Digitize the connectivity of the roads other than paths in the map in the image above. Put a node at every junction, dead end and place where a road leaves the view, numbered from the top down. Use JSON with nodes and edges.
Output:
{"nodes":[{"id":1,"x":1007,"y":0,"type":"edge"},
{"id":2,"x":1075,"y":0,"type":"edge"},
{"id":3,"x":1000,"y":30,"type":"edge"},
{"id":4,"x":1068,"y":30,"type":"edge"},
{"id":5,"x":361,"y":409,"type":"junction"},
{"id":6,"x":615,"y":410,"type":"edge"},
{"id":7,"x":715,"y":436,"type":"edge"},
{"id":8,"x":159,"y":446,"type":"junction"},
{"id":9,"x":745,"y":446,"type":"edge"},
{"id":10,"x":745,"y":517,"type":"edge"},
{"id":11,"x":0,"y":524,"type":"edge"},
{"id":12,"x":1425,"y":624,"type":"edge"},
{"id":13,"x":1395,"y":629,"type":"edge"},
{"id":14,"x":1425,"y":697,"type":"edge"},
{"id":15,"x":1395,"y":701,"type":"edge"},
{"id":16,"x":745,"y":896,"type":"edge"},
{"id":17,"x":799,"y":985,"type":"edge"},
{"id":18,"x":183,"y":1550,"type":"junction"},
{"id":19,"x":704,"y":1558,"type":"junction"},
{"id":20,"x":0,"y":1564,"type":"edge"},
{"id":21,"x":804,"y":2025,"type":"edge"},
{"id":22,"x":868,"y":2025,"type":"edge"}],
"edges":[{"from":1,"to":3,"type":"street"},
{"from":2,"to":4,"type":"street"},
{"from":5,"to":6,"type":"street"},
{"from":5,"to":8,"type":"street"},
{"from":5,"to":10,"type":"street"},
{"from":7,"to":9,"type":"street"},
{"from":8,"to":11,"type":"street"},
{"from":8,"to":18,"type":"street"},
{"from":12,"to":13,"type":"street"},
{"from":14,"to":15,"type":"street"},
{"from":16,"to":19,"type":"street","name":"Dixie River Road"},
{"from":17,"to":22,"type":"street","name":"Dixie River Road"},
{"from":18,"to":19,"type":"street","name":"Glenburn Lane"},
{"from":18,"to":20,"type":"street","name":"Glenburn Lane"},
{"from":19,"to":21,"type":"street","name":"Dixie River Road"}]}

Your assignment: Each record above should be reproduced in full, exactly as it stands.

Answer box:
Digitize the connectivity of the roads other than paths in the map in the image above. Put a node at every junction, dead end and place where a road leaves the view, numbered from the top down. Use JSON with nodes and edges.
Output:
{"nodes":[{"id":1,"x":1007,"y":0,"type":"edge"},
{"id":2,"x":1075,"y":0,"type":"edge"},
{"id":3,"x":1000,"y":30,"type":"edge"},
{"id":4,"x":1068,"y":30,"type":"edge"},
{"id":5,"x":361,"y":409,"type":"junction"},
{"id":6,"x":615,"y":410,"type":"edge"},
{"id":7,"x":715,"y":436,"type":"edge"},
{"id":8,"x":159,"y":446,"type":"junction"},
{"id":9,"x":745,"y":446,"type":"edge"},
{"id":10,"x":745,"y":517,"type":"edge"},
{"id":11,"x":0,"y":524,"type":"edge"},
{"id":12,"x":1425,"y":624,"type":"edge"},
{"id":13,"x":1395,"y":629,"type":"edge"},
{"id":14,"x":1425,"y":697,"type":"edge"},
{"id":15,"x":1395,"y":701,"type":"edge"},
{"id":16,"x":745,"y":896,"type":"edge"},
{"id":17,"x":799,"y":985,"type":"edge"},
{"id":18,"x":183,"y":1550,"type":"junction"},
{"id":19,"x":704,"y":1558,"type":"junction"},
{"id":20,"x":0,"y":1564,"type":"edge"},
{"id":21,"x":804,"y":2025,"type":"edge"},
{"id":22,"x":868,"y":2025,"type":"edge"}],
"edges":[{"from":1,"to":3,"type":"street"},
{"from":2,"to":4,"type":"street"},
{"from":5,"to":6,"type":"street"},
{"from":5,"to":8,"type":"street"},
{"from":5,"to":10,"type":"street"},
{"from":7,"to":9,"type":"street"},
{"from":8,"to":11,"type":"street"},
{"from":8,"to":18,"type":"street"},
{"from":12,"to":13,"type":"street"},
{"from":14,"to":15,"type":"street"},
{"from":16,"to":19,"type":"street","name":"Dixie River Road"},
{"from":17,"to":22,"type":"street","name":"Dixie River Road"},
{"from":18,"to":19,"type":"street","name":"Glenburn Lane"},
{"from":18,"to":20,"type":"street","name":"Glenburn Lane"},
{"from":19,"to":21,"type":"street","name":"Dixie River Road"}]}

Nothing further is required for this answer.